◆ **WORK ITEM**
Without changing a word, repeat the data, and include no pictures.

◆ **Dataset items**
···

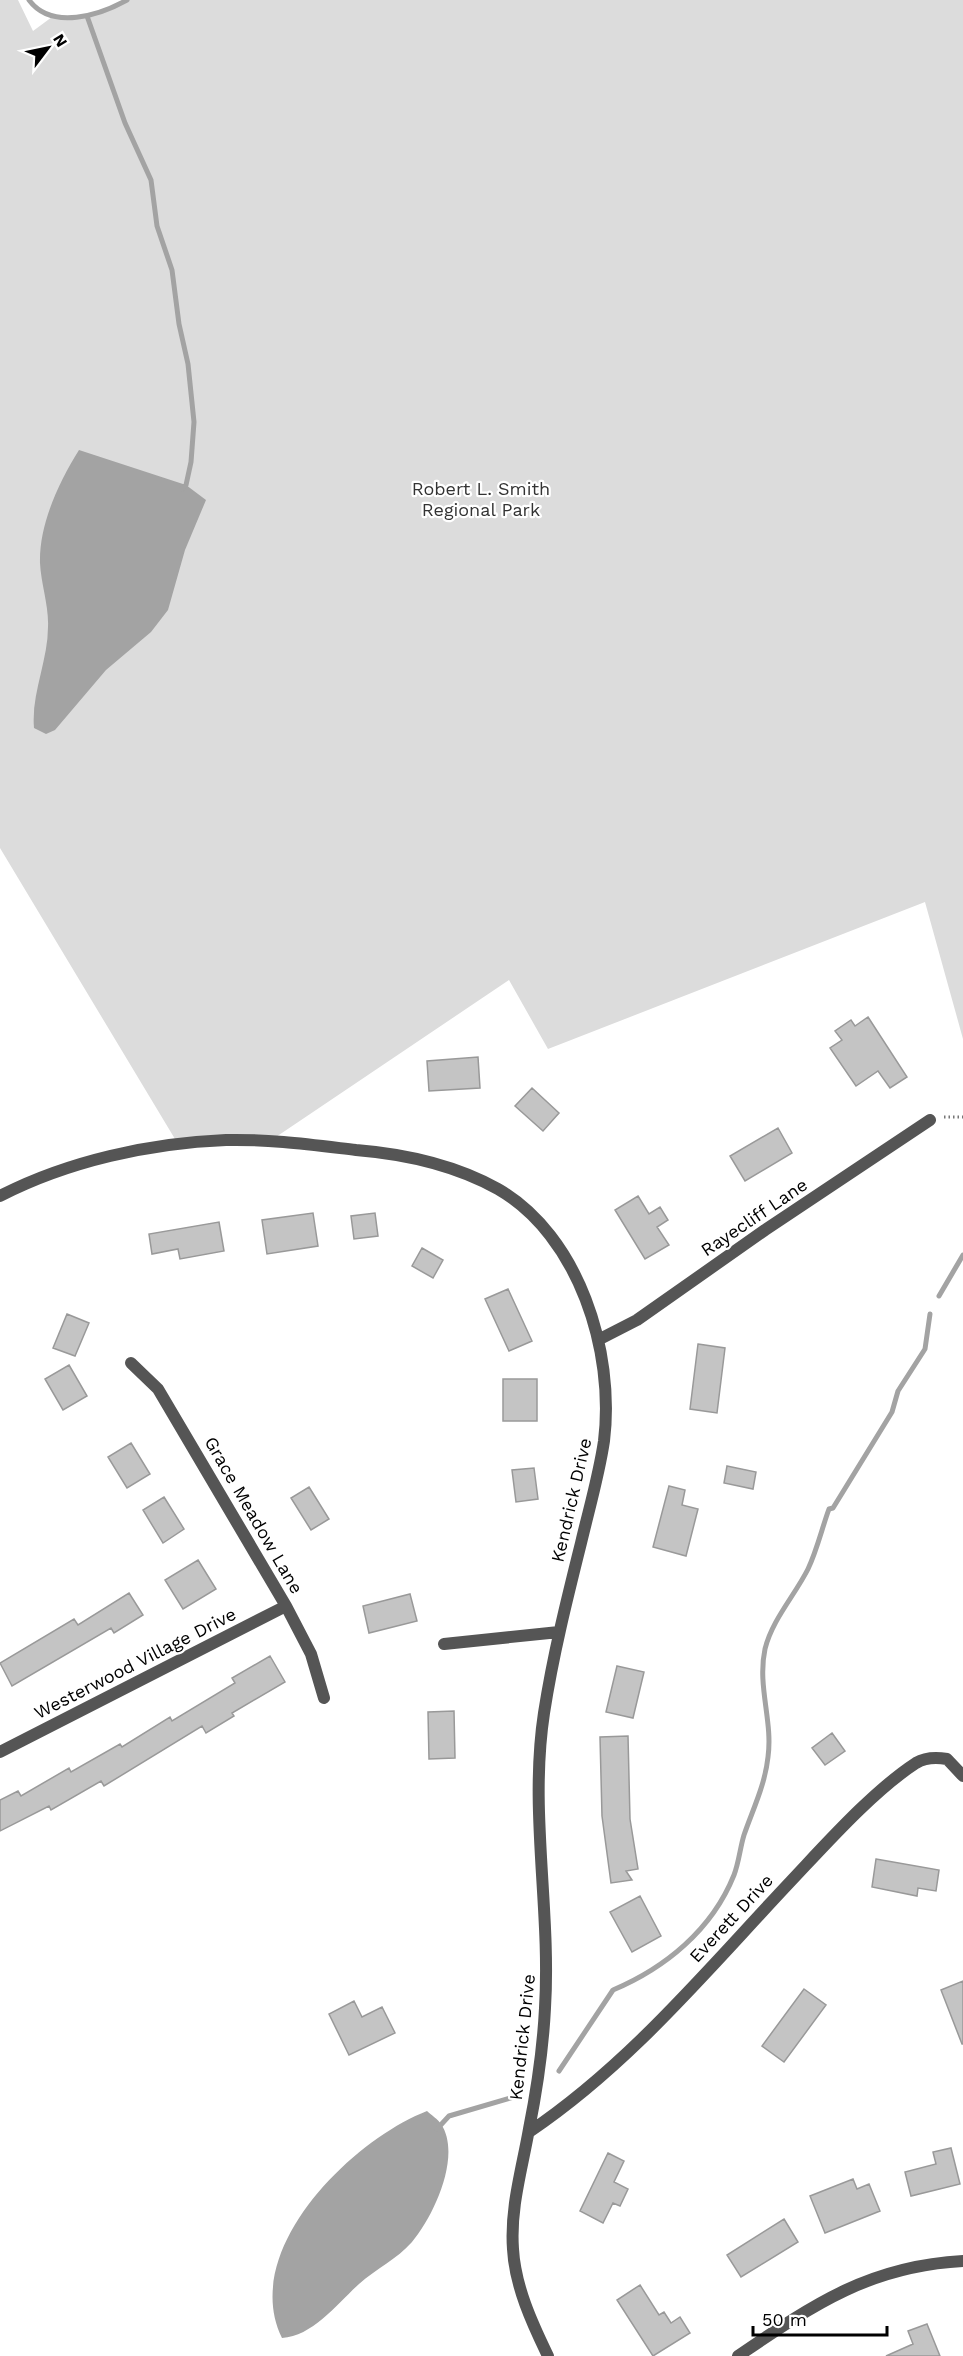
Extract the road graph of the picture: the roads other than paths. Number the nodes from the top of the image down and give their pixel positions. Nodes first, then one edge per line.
1 (930, 1120) road end
2 (0, 1196) edge
3 (598, 1340) junction
4 (131, 1363) dead end
5 (286, 1606) junction
6 (559, 1632) junction
7 (444, 1644) dead end
8 (324, 1698) dead end
9 (0, 1752) edge
10 (963, 1776) edge
11 (529, 2132) junction
12 (963, 2261) edge
13 (548, 2356) edge
14 (738, 2356) edge

1 - 3 street, Rayecliff Lane
2 - 3 street, Kendrick Drive
3 - 6 street, Kendrick Drive
4 - 5 street, Grace Meadow Lane
5 - 8 street, Grace Meadow Lane
5 - 9 street, Westerwood Village Drive
6 - 7 street
6 - 11 street, Kendrick Drive
10 - 11 street, Everett Drive
11 - 13 street, Kendrick Drive
12 - 14 street

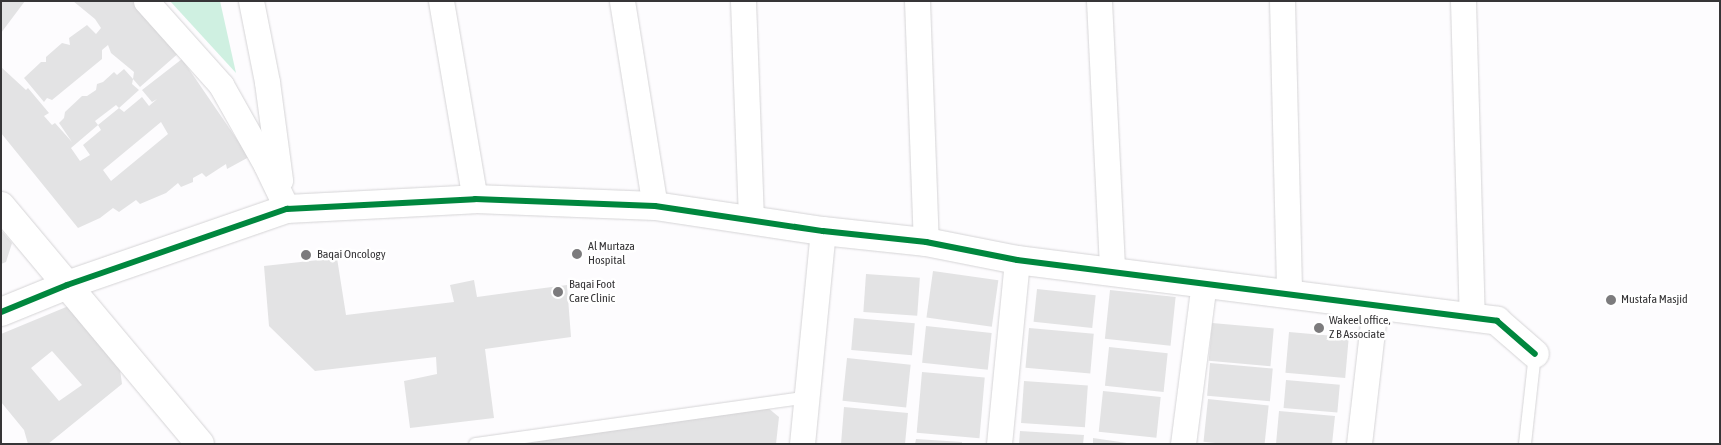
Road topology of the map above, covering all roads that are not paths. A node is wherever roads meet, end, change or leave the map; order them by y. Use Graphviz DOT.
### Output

···

◆ **YOUR SOLUTION**
Extract the road graph of the picture: the roads other than paths. Number the nodes from the top of the image down and give their pixel positions. Nodes first, then one edge per line.
1 (930, 1120) road end
2 (0, 1196) edge
3 (598, 1340) junction
4 (131, 1363) dead end
5 (286, 1606) junction
6 (559, 1632) junction
7 (444, 1644) dead end
8 (324, 1698) dead end
9 (0, 1752) edge
10 (963, 1776) edge
11 (529, 2132) junction
12 (963, 2261) edge
13 (548, 2356) edge
14 (738, 2356) edge

1 - 3 street, Rayecliff Lane
2 - 3 street, Kendrick Drive
3 - 6 street, Kendrick Drive
4 - 5 street, Grace Meadow Lane
5 - 8 street, Grace Meadow Lane
5 - 9 street, Westerwood Village Drive
6 - 7 street
6 - 11 street, Kendrick Drive
10 - 11 street, Everett Drive
11 - 13 street, Kendrick Drive
12 - 14 street

Road topology of the map above, covering all roads that are not paths. A node is wherever roads meet, end, change or leave the map; order them by y. Use Graphviz DOT.
### Output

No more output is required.